Sky has for many years held exclusively the rights to the movies of all six major Hollywood studios in the first subscription pay-TV window (FSPTW).


In a summary of its provisional findings published today, the CC has provisionally found that, due principally to the incumbency advantage Sky has in the form of its large base of subscribers, would-be rivals are unable to bid successfully against Sky for these rights. Although Sky supplies its movie channels (Sky Movies) to some other pay-TV retailers, the CC has provisionally found that this supply has not enabled these retailers to compete effectively with Sky for movie
channel subscribers.


Due to the importance of being able to see recent movies to many pay-TV subscribers, Sky’s control over the FSPTW movie rights of the major studios, and therefore over the movie channels incorporating this content, contributes to a lack of effective competition in the overall pay-TV retail market.
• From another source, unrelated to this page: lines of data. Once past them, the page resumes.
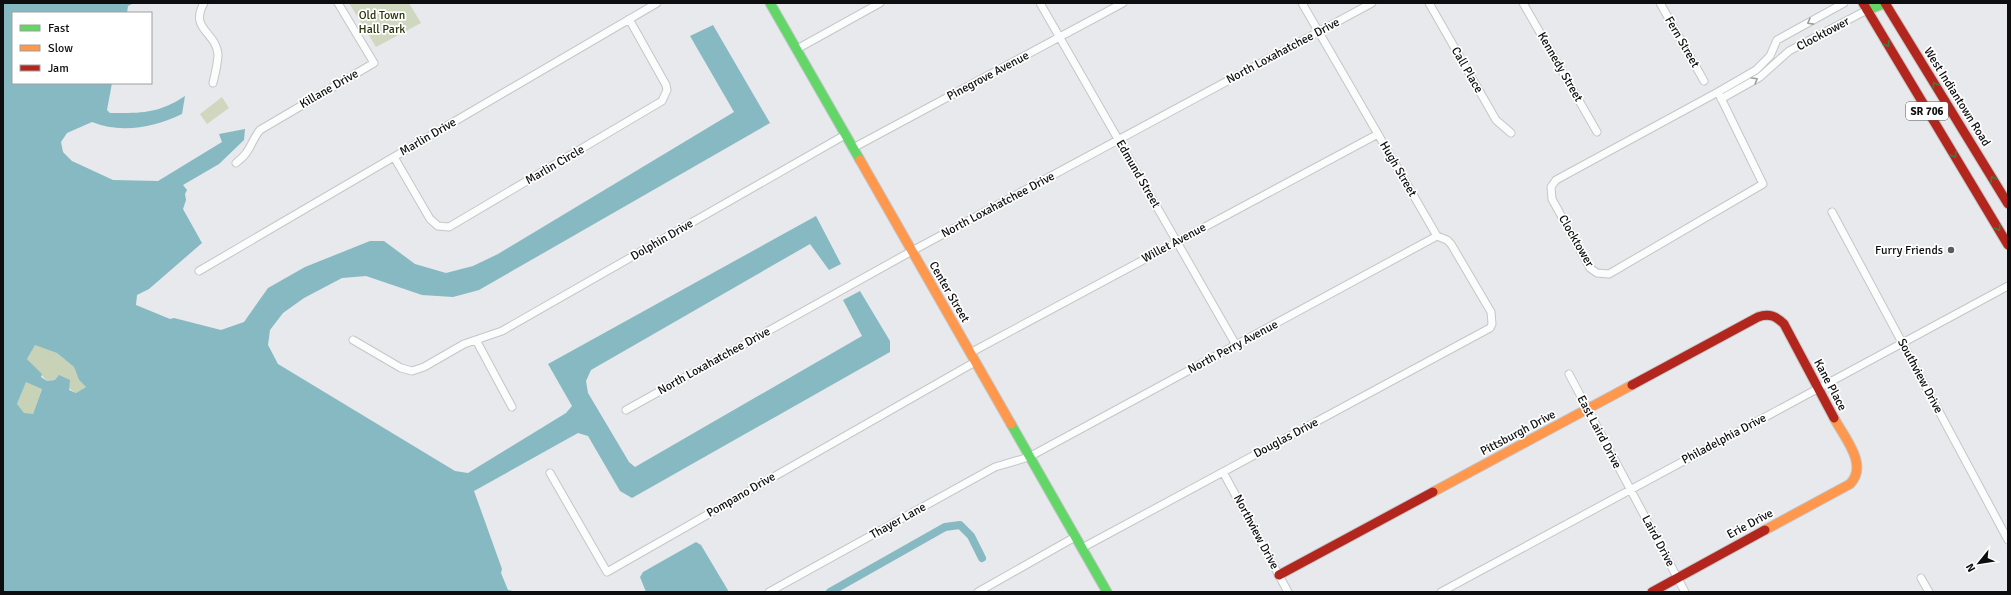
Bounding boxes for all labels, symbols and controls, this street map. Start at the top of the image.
park label: Old Town Hall Park [359,8,405,37]
legend [12,12,152,84]
street label: Fern Street [1661,14,1703,70]
street label: Clocktower [1794,14,1853,54]
street label: North Loxahatchee Drive [1224,15,1342,87]
one-way arrow [1807,18,1814,25]
text: Fast [48,21,69,36]
street label: Kennedy Street [1534,30,1586,104]
one-way arrow [1883,40,1890,47]
text: Slow [48,41,73,56]
street label: Call Place [1448,44,1486,96]
street label: West Indiantown Road [1920,45,1994,149]
street label: Pinegrove Avenue [944,48,1032,104]
text: Jam [48,61,69,76]
street label: Killane Drive [297,66,361,112]
one-way arrow [1751,77,1758,84]
one-way arrow [1932,82,1939,89]
road number: SR 706 [1906,102,1948,120]
street label: Marlin Drive [397,115,459,159]
street label: Edmund Street [1113,137,1163,211]
street label: Hugh Street [1376,139,1420,199]
street label: Marlin Circle [523,142,587,188]
one-way arrow [1949,151,1957,158]
street label: North Loxahatchee Drive [939,169,1057,241]
one-way arrow [1990,176,1997,183]
street label: Clocktower [1555,212,1597,270]
street label: Dolphin Drive [628,216,696,264]
street label: Willet Avenue [1139,220,1209,266]
one-way arrow [1993,224,2000,231]
place label: Furry Friends [1875,243,1943,258]
marker: Furry Friends [1946,245,1956,255]
street label: Center Street [925,259,973,325]
street label: North Perry Avenue [1185,317,1281,377]
street label: North Loxahatchee Drive [655,324,773,398]
street label: Southview Drive [1894,336,1946,416]
street label: Kane Place [1810,357,1850,413]
street label: East Laird Drive [1573,393,1625,471]
street label: Pittsburgh Drive [1478,407,1558,459]
street label: Philadelphia Drive [1679,410,1769,468]
street label: Douglas Drive [1251,415,1321,461]
street label: Pompano Drive [704,469,778,521]
street label: Northview Drive [1230,492,1282,572]
street label: Thayer Lane [867,499,929,543]
street label: Erie Drive [1724,506,1776,542]
street label: Laird Drive [1638,513,1678,569]
north arrow [1959,543,1999,583]
text: N [1963,561,1978,574]

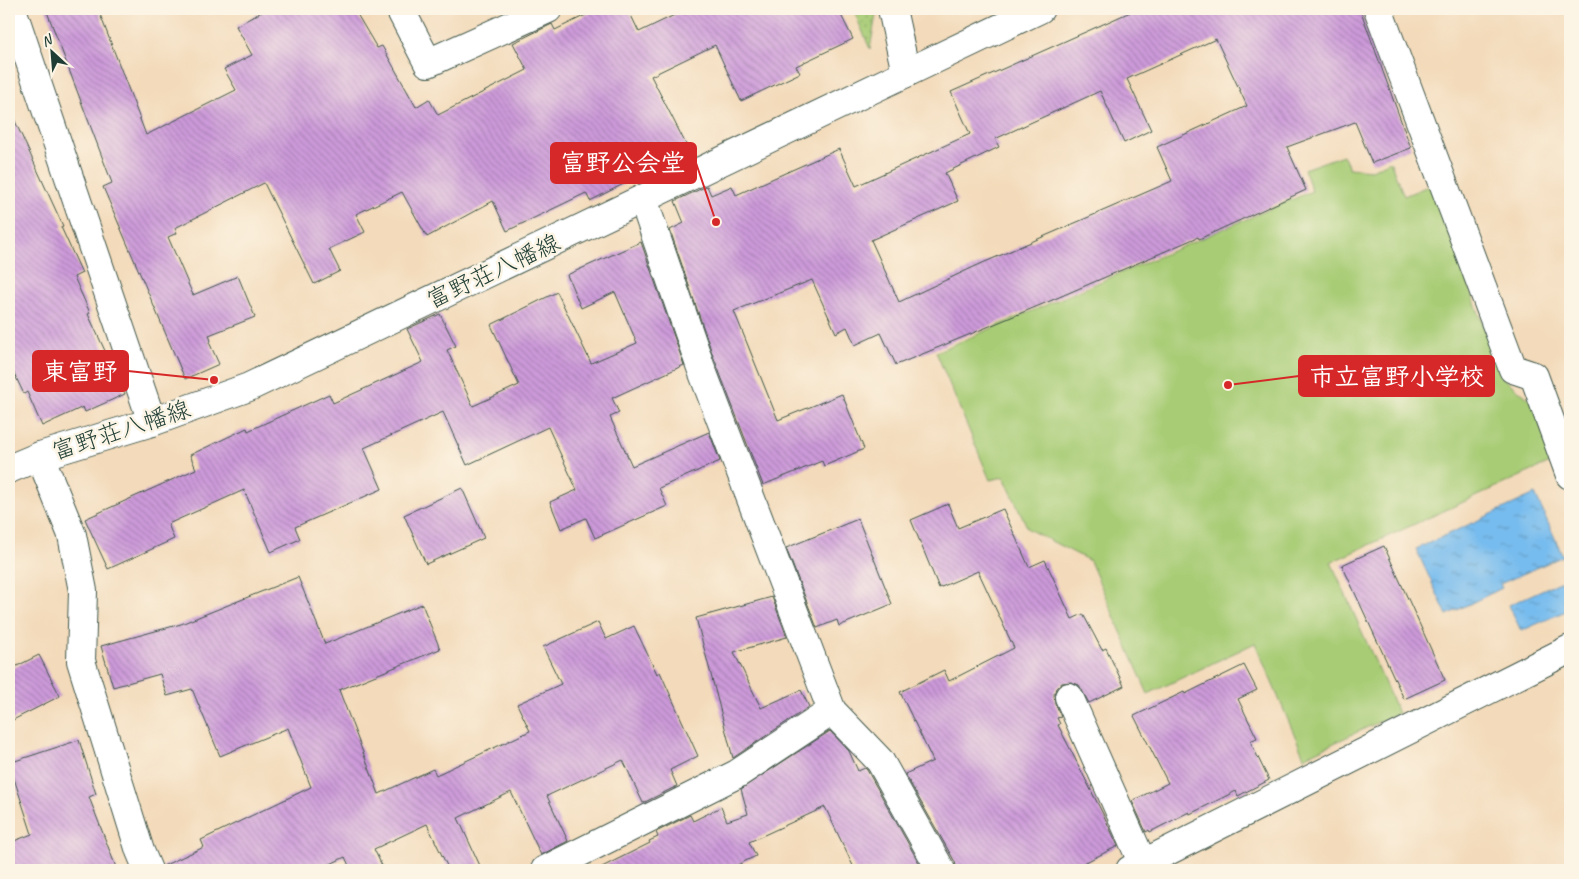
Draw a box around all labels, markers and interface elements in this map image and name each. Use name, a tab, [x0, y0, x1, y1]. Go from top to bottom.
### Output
north arrow	[28, 28, 78, 78]
text: N	[39, 30, 56, 50]
callout: 富野公会堂	[551, 143, 696, 183]
text: 富野公会堂	[560, 147, 686, 179]
street label: 富野荘八幡線	[421, 227, 565, 315]
callout: 東富野	[33, 351, 128, 391]
text: 東富野	[42, 356, 118, 388]
callout: 市立富野小学校	[1299, 356, 1494, 396]
text: 市立富野小学校	[1309, 361, 1485, 393]
street label: 富野荘八幡線	[48, 393, 194, 467]

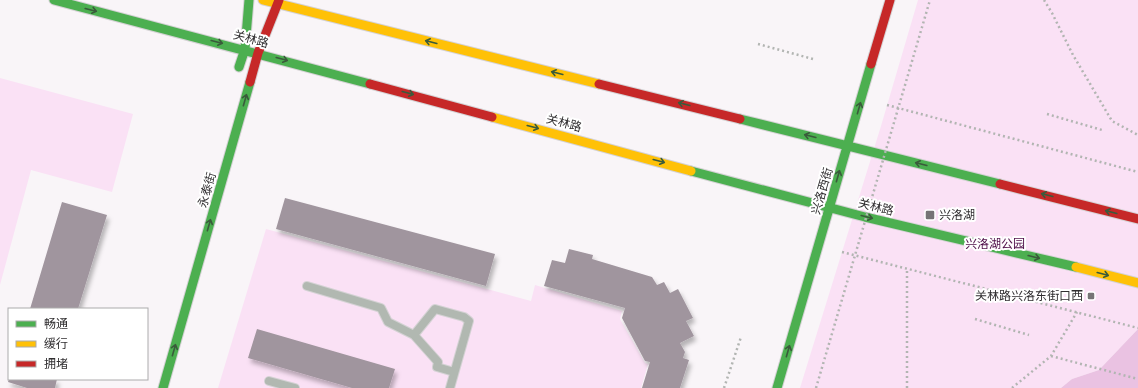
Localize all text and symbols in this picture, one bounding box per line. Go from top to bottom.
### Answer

Many consumers do not consider the other ways of watching movies as close substitutes to Sky Movies, which is
confirmed by the value attached to the FSPTW rights of the major studios by Sky and the studios.


Although the CC is aware of some significant developments taking place in the market, it has not seen evidence that these are likely to diminish Sky’s bidding advantages to any meaningful degree in the foreseeable future.
 


The CC has invited responses to its provisional findings and consulting on measures to make the market more competitive.
Chairman of the Movies on pay TV market investigation Laura Carstensen said, “Sky has had control of recent movie content on pay TV for many years. At the heart of the problem is Sky’s strong position in the pay-TV market, with twice as many subscribers to pay TV as all other traditional pay-TV retailers put together. This provides Sky with a great advantage when it comes to bidding for movie rights, which no rival bidder has yet been able to overcome—and, if things stay as they are, we see no likely prospect of change. Recent movie content is important to many pay-TV subscribers. As a result, Sky’s control of this content on pay TV enables it to attract more pay-TV subscribers than its rivals and having more subscribers increases further its advantages when bidding in the next round for pay-TV movie rights, and so it goes on.”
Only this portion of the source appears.